TASK REQUIREMENTS – Return the data that follows exactly, with each line intact.

DATA TO PROCESS –
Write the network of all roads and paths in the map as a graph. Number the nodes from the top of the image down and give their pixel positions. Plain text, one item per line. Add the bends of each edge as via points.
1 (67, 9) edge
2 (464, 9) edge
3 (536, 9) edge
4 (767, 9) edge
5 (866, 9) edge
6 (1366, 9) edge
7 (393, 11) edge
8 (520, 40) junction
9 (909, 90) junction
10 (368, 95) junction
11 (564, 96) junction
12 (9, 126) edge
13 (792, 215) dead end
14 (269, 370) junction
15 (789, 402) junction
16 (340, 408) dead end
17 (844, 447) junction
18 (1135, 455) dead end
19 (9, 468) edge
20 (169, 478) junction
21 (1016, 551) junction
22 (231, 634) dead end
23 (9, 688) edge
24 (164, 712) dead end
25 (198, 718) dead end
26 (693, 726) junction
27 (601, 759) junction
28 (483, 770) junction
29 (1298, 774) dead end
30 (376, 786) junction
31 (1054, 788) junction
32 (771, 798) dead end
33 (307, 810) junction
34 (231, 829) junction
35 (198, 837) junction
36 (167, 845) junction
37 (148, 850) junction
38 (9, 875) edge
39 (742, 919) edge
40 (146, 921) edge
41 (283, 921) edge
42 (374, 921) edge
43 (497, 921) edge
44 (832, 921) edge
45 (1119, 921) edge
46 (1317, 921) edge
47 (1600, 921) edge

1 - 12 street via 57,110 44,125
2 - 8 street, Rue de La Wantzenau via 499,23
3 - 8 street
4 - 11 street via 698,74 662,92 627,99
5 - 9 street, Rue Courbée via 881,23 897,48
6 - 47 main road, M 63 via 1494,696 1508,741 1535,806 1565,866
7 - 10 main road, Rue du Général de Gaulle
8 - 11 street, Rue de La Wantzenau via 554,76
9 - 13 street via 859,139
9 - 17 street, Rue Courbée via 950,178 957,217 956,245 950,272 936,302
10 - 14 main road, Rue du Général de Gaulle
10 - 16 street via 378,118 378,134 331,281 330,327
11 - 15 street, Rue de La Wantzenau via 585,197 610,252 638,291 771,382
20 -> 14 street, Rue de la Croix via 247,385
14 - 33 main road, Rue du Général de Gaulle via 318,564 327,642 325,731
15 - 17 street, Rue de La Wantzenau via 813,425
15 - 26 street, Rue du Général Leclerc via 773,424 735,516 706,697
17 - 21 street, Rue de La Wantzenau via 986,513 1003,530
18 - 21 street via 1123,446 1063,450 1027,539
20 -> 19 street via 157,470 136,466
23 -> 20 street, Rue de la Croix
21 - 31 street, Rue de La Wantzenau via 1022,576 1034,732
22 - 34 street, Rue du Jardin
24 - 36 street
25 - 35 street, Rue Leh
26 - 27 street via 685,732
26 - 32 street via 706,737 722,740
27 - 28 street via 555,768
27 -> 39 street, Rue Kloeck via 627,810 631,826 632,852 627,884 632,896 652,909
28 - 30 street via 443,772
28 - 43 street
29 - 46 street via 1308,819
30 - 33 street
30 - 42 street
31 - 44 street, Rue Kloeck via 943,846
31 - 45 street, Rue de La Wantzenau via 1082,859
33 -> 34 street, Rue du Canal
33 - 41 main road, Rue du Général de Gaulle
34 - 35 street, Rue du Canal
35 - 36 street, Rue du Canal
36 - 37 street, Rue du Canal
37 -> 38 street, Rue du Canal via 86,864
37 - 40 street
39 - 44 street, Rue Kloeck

WRITTEN RESPONSE –
Write the network of all roads and paths in the map as a graph. Number the nodes from the top of the image down and give their pixel positions. Plain text, one item per line. Add the bends of each edge as via points.
1 (67, 9) edge
2 (464, 9) edge
3 (536, 9) edge
4 (767, 9) edge
5 (866, 9) edge
6 (1366, 9) edge
7 (393, 11) edge
8 (520, 40) junction
9 (909, 90) junction
10 (368, 95) junction
11 (564, 96) junction
12 (9, 126) edge
13 (792, 215) dead end
14 (269, 370) junction
15 (789, 402) junction
16 (340, 408) dead end
17 (844, 447) junction
18 (1135, 455) dead end
19 (9, 468) edge
20 (169, 478) junction
21 (1016, 551) junction
22 (231, 634) dead end
23 (9, 688) edge
24 (164, 712) dead end
25 (198, 718) dead end
26 (693, 726) junction
27 (601, 759) junction
28 (483, 770) junction
29 (1298, 774) dead end
30 (376, 786) junction
31 (1054, 788) junction
32 (771, 798) dead end
33 (307, 810) junction
34 (231, 829) junction
35 (198, 837) junction
36 (167, 845) junction
37 (148, 850) junction
38 (9, 875) edge
39 (742, 919) edge
40 (146, 921) edge
41 (283, 921) edge
42 (374, 921) edge
43 (497, 921) edge
44 (832, 921) edge
45 (1119, 921) edge
46 (1317, 921) edge
47 (1600, 921) edge

1 - 12 street via 57,110 44,125
2 - 8 street, Rue de La Wantzenau via 499,23
3 - 8 street
4 - 11 street via 698,74 662,92 627,99
5 - 9 street, Rue Courbée via 881,23 897,48
6 - 47 main road, M 63 via 1494,696 1508,741 1535,806 1565,866
7 - 10 main road, Rue du Général de Gaulle
8 - 11 street, Rue de La Wantzenau via 554,76
9 - 13 street via 859,139
9 - 17 street, Rue Courbée via 950,178 957,217 956,245 950,272 936,302
10 - 14 main road, Rue du Général de Gaulle
10 - 16 street via 378,118 378,134 331,281 330,327
11 - 15 street, Rue de La Wantzenau via 585,197 610,252 638,291 771,382
20 -> 14 street, Rue de la Croix via 247,385
14 - 33 main road, Rue du Général de Gaulle via 318,564 327,642 325,731
15 - 17 street, Rue de La Wantzenau via 813,425
15 - 26 street, Rue du Général Leclerc via 773,424 735,516 706,697
17 - 21 street, Rue de La Wantzenau via 986,513 1003,530
18 - 21 street via 1123,446 1063,450 1027,539
20 -> 19 street via 157,470 136,466
23 -> 20 street, Rue de la Croix
21 - 31 street, Rue de La Wantzenau via 1022,576 1034,732
22 - 34 street, Rue du Jardin
24 - 36 street
25 - 35 street, Rue Leh
26 - 27 street via 685,732
26 - 32 street via 706,737 722,740
27 - 28 street via 555,768
27 -> 39 street, Rue Kloeck via 627,810 631,826 632,852 627,884 632,896 652,909
28 - 30 street via 443,772
28 - 43 street
29 - 46 street via 1308,819
30 - 33 street
30 - 42 street
31 - 44 street, Rue Kloeck via 943,846
31 - 45 street, Rue de La Wantzenau via 1082,859
33 -> 34 street, Rue du Canal
33 - 41 main road, Rue du Général de Gaulle
34 - 35 street, Rue du Canal
35 - 36 street, Rue du Canal
36 - 37 street, Rue du Canal
37 -> 38 street, Rue du Canal via 86,864
37 - 40 street
39 - 44 street, Rue Kloeck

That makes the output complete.